Tuesday, November 9, 2021

L.T. Meade, Postscript

So, one detail I forgot to add to my post about Meade relates to the title story, "Eyes of Terror". This tale involves a plucky young woman who's being haunted by a sinister figure with glowing eyes. In the end all is revealed: the haunting is a fake staged by her cousin, who wants to break down her resistance to marrying him where he cd get his hands on the family fortune.

All this is pretty standard stuff, and a good example of what Todorov calls 'the uncanny', in that in the summing-up the mechanism behind the haunting is explained.

Except that the explanation doesn't hold water for a modern reader.

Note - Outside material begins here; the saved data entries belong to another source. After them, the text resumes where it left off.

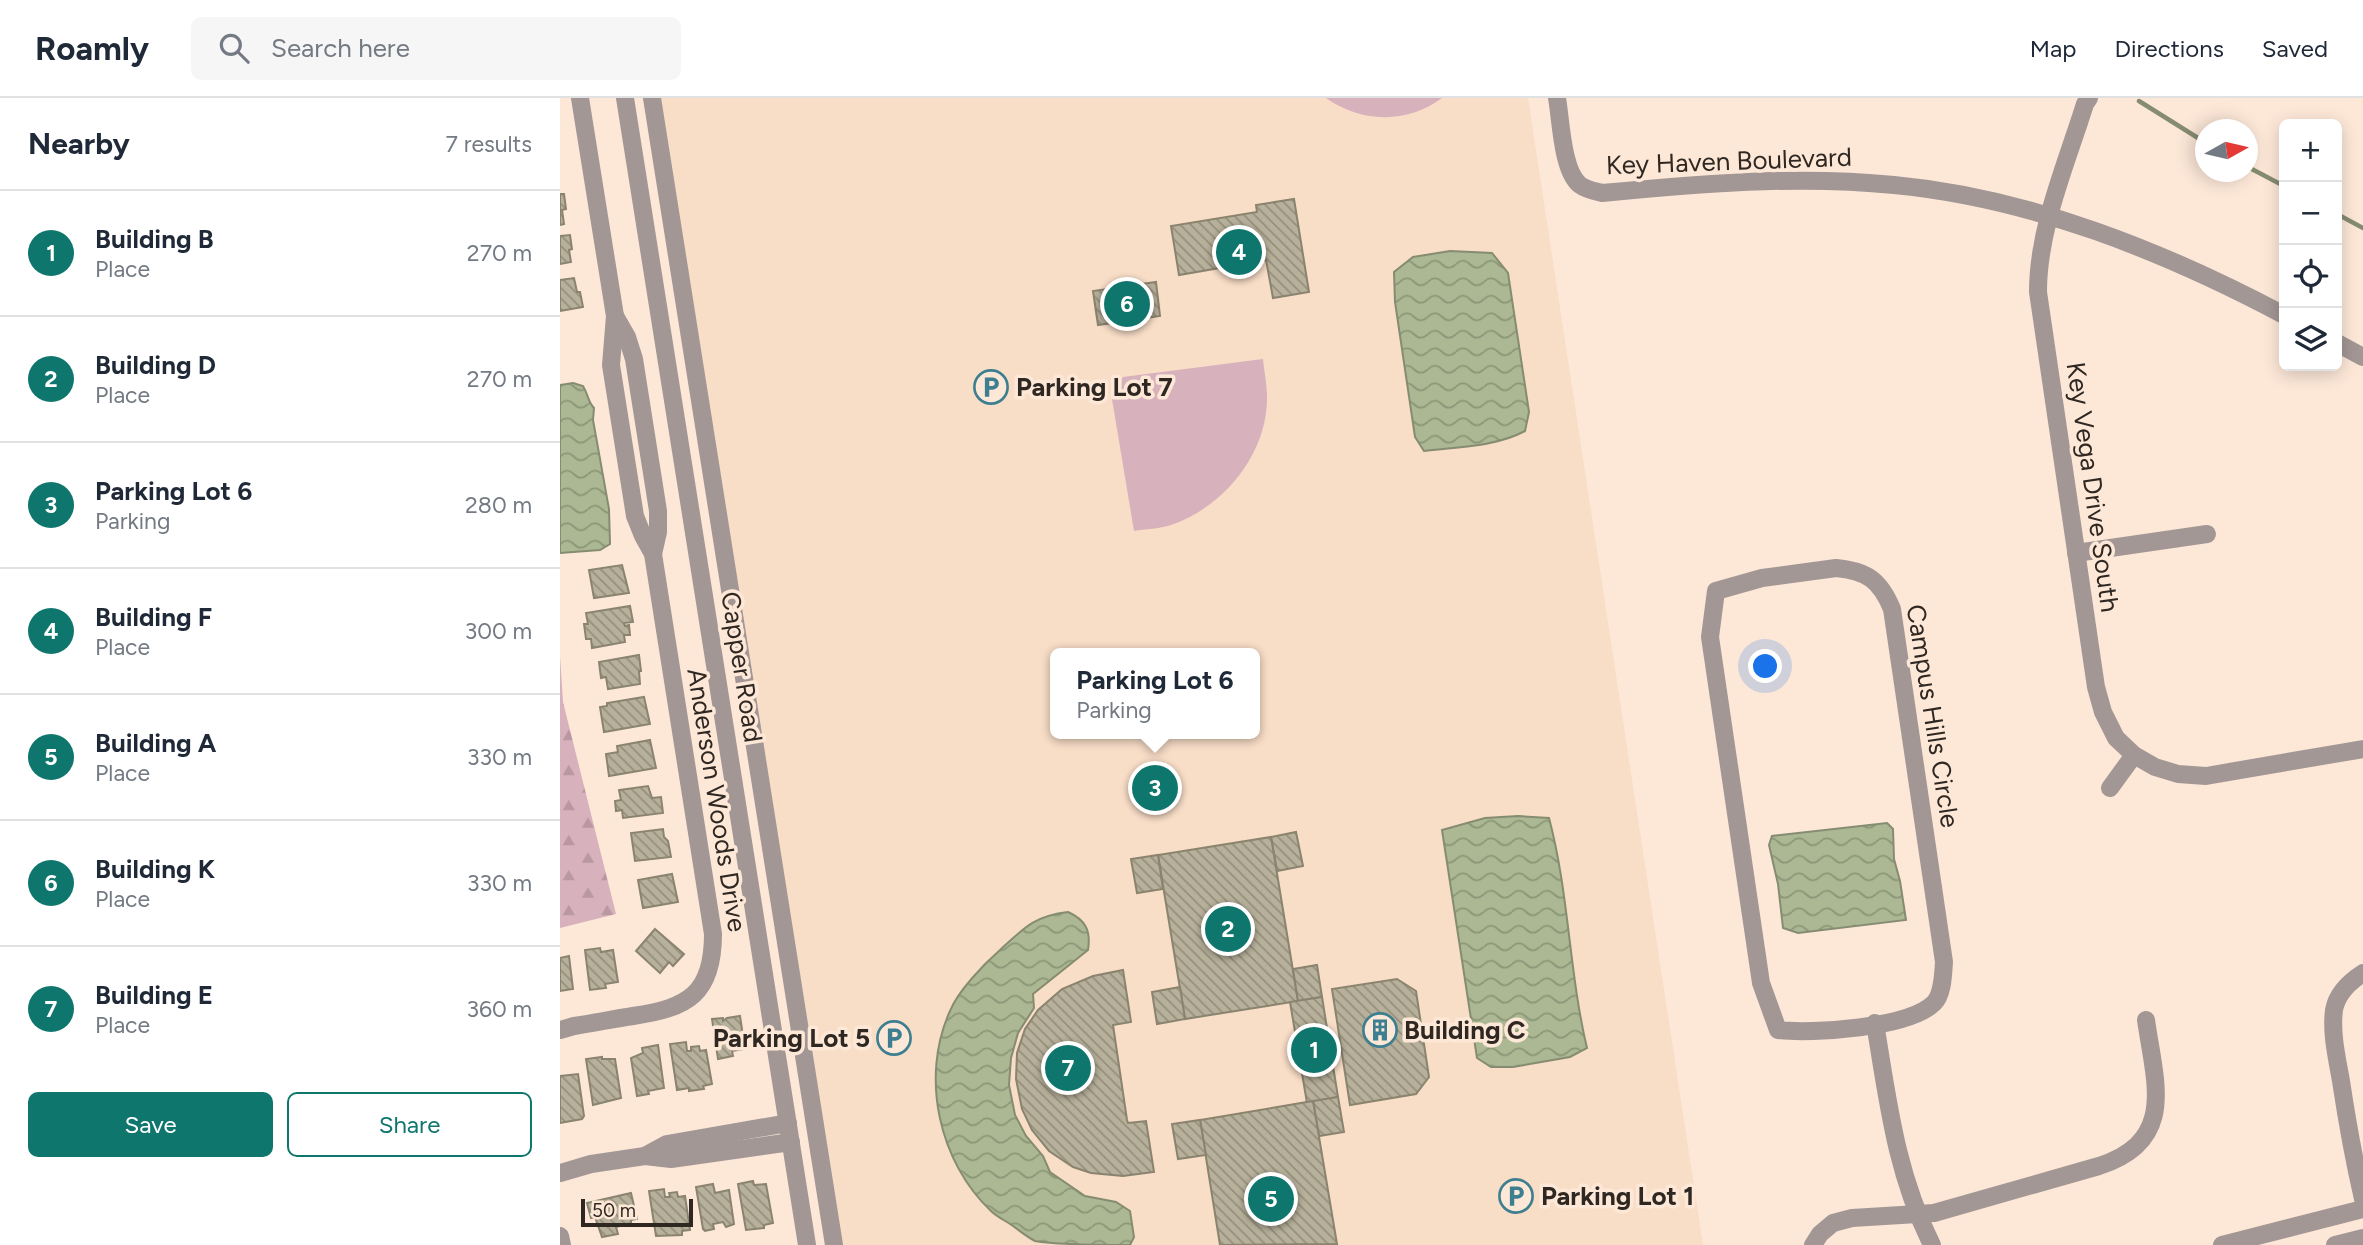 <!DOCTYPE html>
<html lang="en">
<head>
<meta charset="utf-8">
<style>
  body { margin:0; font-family:Figtree,sans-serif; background:#f6f6f7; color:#1f2937 }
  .controls { position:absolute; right:21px; top:21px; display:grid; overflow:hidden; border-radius:10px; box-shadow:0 4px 18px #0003 }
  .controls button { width:63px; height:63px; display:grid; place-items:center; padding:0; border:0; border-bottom:2px solid #e0e1e3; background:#fff; color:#1f2937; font:35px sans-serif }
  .compass { position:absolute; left:1635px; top:21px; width:63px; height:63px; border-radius:50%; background:#fff; box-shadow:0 4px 18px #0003; rotate:82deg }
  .scale { position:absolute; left:21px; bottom:18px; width:112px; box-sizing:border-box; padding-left:7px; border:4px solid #2f2721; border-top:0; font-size:19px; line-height:24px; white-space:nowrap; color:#2f2721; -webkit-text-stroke:5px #fde8d8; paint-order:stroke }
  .you { position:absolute; left:1206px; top:569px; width:24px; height:24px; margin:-18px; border:5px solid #fff; border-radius:50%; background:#1a73e8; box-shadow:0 0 0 10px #1a73e833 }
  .badge { display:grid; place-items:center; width:46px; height:46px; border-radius:50%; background:#0f766e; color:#fff; font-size:23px; font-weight:700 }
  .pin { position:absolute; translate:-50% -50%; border:4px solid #fff; box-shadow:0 2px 7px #0006 }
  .popup { position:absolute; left:490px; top:550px; width:210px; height:91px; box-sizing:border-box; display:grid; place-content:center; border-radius:10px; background:#fff; filter:drop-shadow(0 2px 5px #0005); font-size:23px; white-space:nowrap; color:#747a83 }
  .popup b { font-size:26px; color:#1f2937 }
  .popup::after { content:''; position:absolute; left:50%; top:100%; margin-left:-14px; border:14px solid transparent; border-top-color:#fff }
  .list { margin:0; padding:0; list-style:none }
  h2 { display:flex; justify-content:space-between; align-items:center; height:91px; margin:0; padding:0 28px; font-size:30px }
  h2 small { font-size:23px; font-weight:400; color:#747a83 }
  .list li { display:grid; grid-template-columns:46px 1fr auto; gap:21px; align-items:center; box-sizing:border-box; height:126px; padding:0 28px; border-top:2px solid #e0e1e3 }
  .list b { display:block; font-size:26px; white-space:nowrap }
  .list p { margin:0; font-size:23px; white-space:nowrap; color:#747a83 }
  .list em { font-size:23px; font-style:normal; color:#747a83 }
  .actions { display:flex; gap:14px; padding:21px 28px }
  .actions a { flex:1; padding:16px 0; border:2px solid #0f766e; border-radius:10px; text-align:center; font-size:24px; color:#0f766e }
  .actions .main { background:#0f766e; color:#fff }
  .icon { flex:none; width:38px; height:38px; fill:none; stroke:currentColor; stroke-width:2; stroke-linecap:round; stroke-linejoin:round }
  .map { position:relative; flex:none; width:1803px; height:1147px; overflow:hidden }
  header { display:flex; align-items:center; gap:42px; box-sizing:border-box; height:98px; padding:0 35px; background:#fff; border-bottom:2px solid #e0e1e3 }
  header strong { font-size:33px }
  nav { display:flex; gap:38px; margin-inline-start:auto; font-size:24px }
  .search { width:490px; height:63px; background:#f6f6f7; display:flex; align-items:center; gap:18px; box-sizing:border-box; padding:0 24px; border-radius:10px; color:#747a83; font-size:26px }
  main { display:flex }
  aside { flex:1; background:#fff }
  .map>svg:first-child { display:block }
  .built { fill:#f8ddc7; fill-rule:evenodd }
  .forest { fill:url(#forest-firs) }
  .garden { fill:#d7b1bc }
  .water { fill:url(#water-waves); stroke:#868c71; stroke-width:2 }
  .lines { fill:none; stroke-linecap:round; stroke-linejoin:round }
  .stream { stroke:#868c71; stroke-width:4.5 }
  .building { fill:url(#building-back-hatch); stroke:#8a846f; stroke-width:2 }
  .minor { stroke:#a39795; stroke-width:18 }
  .labels { text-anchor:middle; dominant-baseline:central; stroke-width:7; stroke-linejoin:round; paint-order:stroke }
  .street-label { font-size:26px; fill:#2f2721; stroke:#fde8d8 }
  .poi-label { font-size:26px; font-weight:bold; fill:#2f2721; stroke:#fde8d8; text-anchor:start }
</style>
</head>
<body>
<header>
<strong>Roamly</strong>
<div class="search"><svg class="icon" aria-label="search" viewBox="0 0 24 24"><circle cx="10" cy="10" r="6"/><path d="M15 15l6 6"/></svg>Search here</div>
<nav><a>Map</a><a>Directions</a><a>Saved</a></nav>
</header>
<main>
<aside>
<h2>Nearby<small>7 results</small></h2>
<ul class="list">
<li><span class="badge">1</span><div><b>Building B</b><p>Place</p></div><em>270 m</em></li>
<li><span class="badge">2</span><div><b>Building D</b><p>Place</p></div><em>270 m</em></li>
<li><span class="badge">3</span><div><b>Parking Lot 6</b><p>Parking</p></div><em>280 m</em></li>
<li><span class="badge">4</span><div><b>Building F</b><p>Place</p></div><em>300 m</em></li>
<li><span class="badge">5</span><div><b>Building A</b><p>Place</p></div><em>330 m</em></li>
<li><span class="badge">6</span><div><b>Building K</b><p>Place</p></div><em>330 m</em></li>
<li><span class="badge">7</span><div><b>Building E</b><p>Place</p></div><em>360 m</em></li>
</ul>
<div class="actions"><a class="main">Save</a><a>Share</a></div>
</aside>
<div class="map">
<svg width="1803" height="1147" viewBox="0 0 1803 1147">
  <defs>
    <pattern id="forest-firs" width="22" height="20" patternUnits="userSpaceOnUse" patternTransform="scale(1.75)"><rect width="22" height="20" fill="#d7b1bc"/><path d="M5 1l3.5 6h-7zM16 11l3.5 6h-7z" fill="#b998a1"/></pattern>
    <pattern id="water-waves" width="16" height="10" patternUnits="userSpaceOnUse" patternTransform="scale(1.75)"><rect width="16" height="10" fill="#abb893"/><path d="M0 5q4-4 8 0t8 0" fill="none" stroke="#8c9678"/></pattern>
    <pattern id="building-back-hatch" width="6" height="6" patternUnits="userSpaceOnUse" patternTransform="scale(1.75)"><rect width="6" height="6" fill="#b7b09a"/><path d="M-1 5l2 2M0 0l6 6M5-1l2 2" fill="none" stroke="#958f7d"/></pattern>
  </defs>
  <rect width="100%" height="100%" fill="#fde8d8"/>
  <!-- built -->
  <path class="built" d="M93,0H968L1143,1147H275ZM495,555H695V636H495Z"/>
  <!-- forest -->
  <polygon class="forest" points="0,558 3,604 56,816 0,830"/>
  <!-- garden -->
  <g class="garden">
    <path d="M766,0H882C847,26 801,25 766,0Z"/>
    <path d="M703,261C704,273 707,286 707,298C708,355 664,409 611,427C599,431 585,431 574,433L551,295L563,279Z"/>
  </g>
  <!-- water -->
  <g class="water">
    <path d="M890,153L932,155L948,175L969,314L965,333C935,349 897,349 864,353L855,339L835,204L834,174L853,159Z"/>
    <path d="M13,285L23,288C28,296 28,304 34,310L33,322L49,411L50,446L40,452L0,455V287Z"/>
    <path d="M958,718L989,720C1009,795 1009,875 1027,950L1010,959L953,969H931L917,960L882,732L925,720Z"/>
    <polygon points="1327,725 1333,731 1334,761 1340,783 1346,822 1238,835 1223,830 1218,786 1209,747 1212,738"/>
    <path d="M508,814C526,822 531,833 528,852L473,896L474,910L458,935L451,960L449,987L455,1017L466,1038L483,1058L490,1074L525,1098L556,1104L570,1113L574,1139L570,1147C545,1147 497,1147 475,1143C467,1139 460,1133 453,1128C446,1123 437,1119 431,1113C379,1064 360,979 390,913C398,893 424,866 440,852C464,830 474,818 508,814Z"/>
  </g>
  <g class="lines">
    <!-- stream -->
    <g class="stream">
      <polyline points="1579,3 1646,45"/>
      <polyline points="1688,69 1724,88"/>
      <polyline points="1777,116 1803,130"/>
    </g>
  </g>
  <!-- building -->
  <g class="building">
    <polygon points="0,96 4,96 6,111 2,112 4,126 0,127"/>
    <polygon points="734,101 749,194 713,200 706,162 619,177 611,128 697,114 696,107"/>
    <polygon points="10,137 12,151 9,152 11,164 0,166 0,138"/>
    <polygon points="14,180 17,194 20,194 23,209 0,213 0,182"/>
    <polygon points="596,184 600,218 538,227 533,193"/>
    <polygon points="62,467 69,495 34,500 29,472"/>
    <polygon points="70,508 73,524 64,525 65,528 69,527 70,537 64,537 65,544 32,550 31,541 26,541 24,526 28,526 26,515"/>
    <polygon points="79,557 81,573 79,573 80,586 48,591 46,579 41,580 39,564"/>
    <polygon points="84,599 90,626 44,634 40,609 47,608 47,605"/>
    <polygon points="90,642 96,670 49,678 46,656 58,654 57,648"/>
    <polygon points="88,688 92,700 101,699 103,715 63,720 62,712 56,713 55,703 61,702 59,692"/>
    <polygon points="103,731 104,739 108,743 111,759 75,763 71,735"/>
    <polygon points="736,734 743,768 717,773 711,739"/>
    <polygon points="711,739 738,903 625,921 598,757"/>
    <polygon points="598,757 603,791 577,795 571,761"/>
    <polygon points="112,776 118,804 83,810 78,782"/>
    <polygon points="95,831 124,856 113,868 109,864 100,875 76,853"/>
    <polygon points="40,850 41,854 53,852 58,884 45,886 46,890 30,892 25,852"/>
    <polygon points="9,858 13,891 0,893 0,860"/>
    <polygon points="757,867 762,899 738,903 733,871"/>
    <polygon points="563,872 571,924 553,927 567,1022 568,1025 586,1023 594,1074 563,1078 531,1075 513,1069 489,1053 472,1032 462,1011 456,981 457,955 465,931 478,912 502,891 533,878"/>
    <polygon points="837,881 856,893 869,979 856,996 790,1007 772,891"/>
    <polygon points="620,889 625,921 597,926 592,894"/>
    <polygon points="762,899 778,999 747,1005 730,904"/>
    <polygon points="180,918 185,951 172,953 173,958 158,961 152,921 163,920 163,923 167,920"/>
    <polygon points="126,944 127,953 131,953 131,949 139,948 140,953 146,952 152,986 143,988 144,991 129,993 129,990 117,992 110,946"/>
    <polygon points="98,947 104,990 88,993 89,996 77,998 71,960 83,955 82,950"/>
    <polygon points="42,959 42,961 55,961 61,1000 33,1007 26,961"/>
    <polygon points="18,976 24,1018 22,1021 0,1025 0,978"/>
    <polygon points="778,999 784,1034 759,1038 753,1003"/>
    <polygon points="753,1003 777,1146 660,1147 640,1022"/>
    <polygon points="640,1022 646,1057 618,1061 612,1026"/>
    <polygon points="193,1083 194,1087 206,1086 213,1125 204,1127 204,1130 186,1132 178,1086"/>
    <polygon points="153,1086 155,1095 169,1092 174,1126 166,1129 163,1124 153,1126 154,1131 145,1133 143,1131 136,1089"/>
    <polygon points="104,1091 105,1099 110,1099 109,1095 117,1094 118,1099 125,1098 130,1132 122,1133 122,1137 96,1138 89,1093"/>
    <polygon points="71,1095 77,1121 71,1122 71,1125 56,1129 58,1136 42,1139 35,1119 31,1120 27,1105"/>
  </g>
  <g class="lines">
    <!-- minor -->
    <g class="minor">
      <polyline points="65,0 247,1147"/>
      <polyline points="92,0 274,1147"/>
      <path d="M997,0C1001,22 1002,73 1020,87C1027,92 1034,93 1042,95C1139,86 1236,77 1334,87C1471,100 1603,153 1724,217"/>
      <path d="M1529,0L1525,6C1506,67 1478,130 1478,194L1536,589L1543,614L1556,640L1574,657L1595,669L1618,676L1646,678L1803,651"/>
      <polyline points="55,218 67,239 74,261 98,413 98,434 93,456"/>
      <polyline points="1777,245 1803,259"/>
      <polyline points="1516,455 1647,436"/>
      <path d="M1276,470C1307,473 1320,482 1332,511L1384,864C1383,876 1383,896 1374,905C1349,930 1252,936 1218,932L1201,885L1150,539L1156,493L1202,480Z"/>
      <polyline points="1550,690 1574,657"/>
      <path d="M1803,875C1789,884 1777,895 1774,912C1771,936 1777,960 1781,983C1787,1023 1794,1062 1803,1101"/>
      <path d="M1315,925C1328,1004 1336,1075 1372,1147"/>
      <path d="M0,932L14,928C34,925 53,921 73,918C128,910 153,896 153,836L93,456L83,438L75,418L51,267L55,218L20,0"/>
      <polyline points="85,1058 107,1046 228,1025"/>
      <polyline points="0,1075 31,1066 85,1058 111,1061 231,1044"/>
      <polyline points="0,1138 2,1147"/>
      <path d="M1253,1147L1260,1136L1273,1125L1292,1120L1374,1115L1539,1068C1617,1043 1595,985 1586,922"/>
      <polyline points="1662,1147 1803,1111"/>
      <polyline points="1775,1147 1803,1140"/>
    </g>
  </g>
  <!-- icons -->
  <defs>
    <g id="parking-ring" transform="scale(1.75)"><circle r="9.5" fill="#fde8d8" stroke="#3d7f90" stroke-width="1.5"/><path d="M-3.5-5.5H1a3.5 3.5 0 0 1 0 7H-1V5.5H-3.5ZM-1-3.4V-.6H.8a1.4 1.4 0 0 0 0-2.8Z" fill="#3d7f90"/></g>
    <g id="building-ring" transform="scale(1.75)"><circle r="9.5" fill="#fde8d8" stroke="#3d7f90" stroke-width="1.5"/><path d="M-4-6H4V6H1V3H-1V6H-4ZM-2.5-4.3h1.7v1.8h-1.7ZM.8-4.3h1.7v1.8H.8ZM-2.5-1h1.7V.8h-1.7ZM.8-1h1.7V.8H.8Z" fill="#3d7f90"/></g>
  </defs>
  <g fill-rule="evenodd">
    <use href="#parking-ring" x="431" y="289"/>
    <use href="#building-ring" x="820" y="932"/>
    <use href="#parking-ring" x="334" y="940"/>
    <use href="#parking-ring" x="956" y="1098"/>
  </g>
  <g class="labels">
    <!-- street labels -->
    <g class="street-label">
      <text transform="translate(1169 63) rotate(-2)">Key Haven Boulevard</text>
      <text transform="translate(1533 389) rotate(82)">Key Vega Drive South</text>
      <text transform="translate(182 569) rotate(81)">Capper Road</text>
      <text transform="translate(1373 618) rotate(81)">Campus Hills Circle</text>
      <text transform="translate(157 702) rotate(81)">Anderson Woods Drive</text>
    </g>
    <!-- poi labels -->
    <g class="poi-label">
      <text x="456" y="289">Parking Lot 7</text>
      <text x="844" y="932">Building C</text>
      <text x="310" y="940" text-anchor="end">Parking Lot 5</text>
      <text x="981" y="1098">Parking Lot 1</text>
    </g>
  </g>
</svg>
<div class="controls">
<button>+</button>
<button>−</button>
<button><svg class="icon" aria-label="locate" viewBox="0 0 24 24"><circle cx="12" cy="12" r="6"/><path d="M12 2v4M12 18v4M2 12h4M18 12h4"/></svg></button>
<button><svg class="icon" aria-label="layers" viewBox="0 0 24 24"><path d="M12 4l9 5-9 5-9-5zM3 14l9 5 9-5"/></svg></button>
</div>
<svg class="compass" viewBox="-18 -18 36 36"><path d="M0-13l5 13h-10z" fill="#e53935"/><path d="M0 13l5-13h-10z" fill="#747a83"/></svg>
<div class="scale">50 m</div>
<div class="you"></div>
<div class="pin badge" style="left:754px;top:952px">1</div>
<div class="pin badge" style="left:668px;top:831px">2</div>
<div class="pin badge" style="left:595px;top:690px">3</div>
<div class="popup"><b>Parking Lot 6</b>Parking</div>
<div class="pin badge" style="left:679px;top:154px">4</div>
<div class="pin badge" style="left:711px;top:1101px">5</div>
<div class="pin badge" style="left:567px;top:206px">6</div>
<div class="pin badge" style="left:508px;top:970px">7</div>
</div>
</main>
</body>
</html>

We're told the villain has been using radium, which, "as you know, when held near the eyes, can give them a luminous and very ghastly appearance" (Meade p.224). Thus he's using doses of radium to make his eyes glow like Gollum's. 

It's that "as you know" that gets to me here. I've seen this kind of hand-waving around the lesser-known properties of new radioactive elements before -- e.g. in an old episode of THE SHADOW (which revealed the dubious solution that exposure to radium causes whatever pathogens are in the body to re-assert themselves --- thus each victim dies of a different disease from the same cause). Here it makes me think that Meade's scientific and medical advisors were perhaps behind the curve so far as expertise went.* 

One other detail that caught my eye was the jingoism of the recent Boer War** that forms an important part of the background to the tale. We are told that the detective agrees to help the point of view character because she is "the daughter of that Colonel Dallas whose gallant action, when he sacrificed his life for his country on the march to Pretoria, is the talk and admiration of the country" (Meade .201).

So, does the story remain Uncanny, as it wd have been at the time of writing in the intent of the author? Or does the passage of time here undercut the credibility of the solution, transforming the tale into an impossibility, or Marvellous in Todorov's terms? At least we know it's not in the middle category, Fantastique (Fantasy), a designation reserved only to strories which end without the Uncanny vs Marvellous dichotomy being resolved. 

--John R.

--current reading: BARDS OF BONE PLAIN

--today's song: THE BOSTON RAG


*to be fair, after his capture the villain does complain repeatedly that his eyes hurt and that the radium seems to have affected his vision.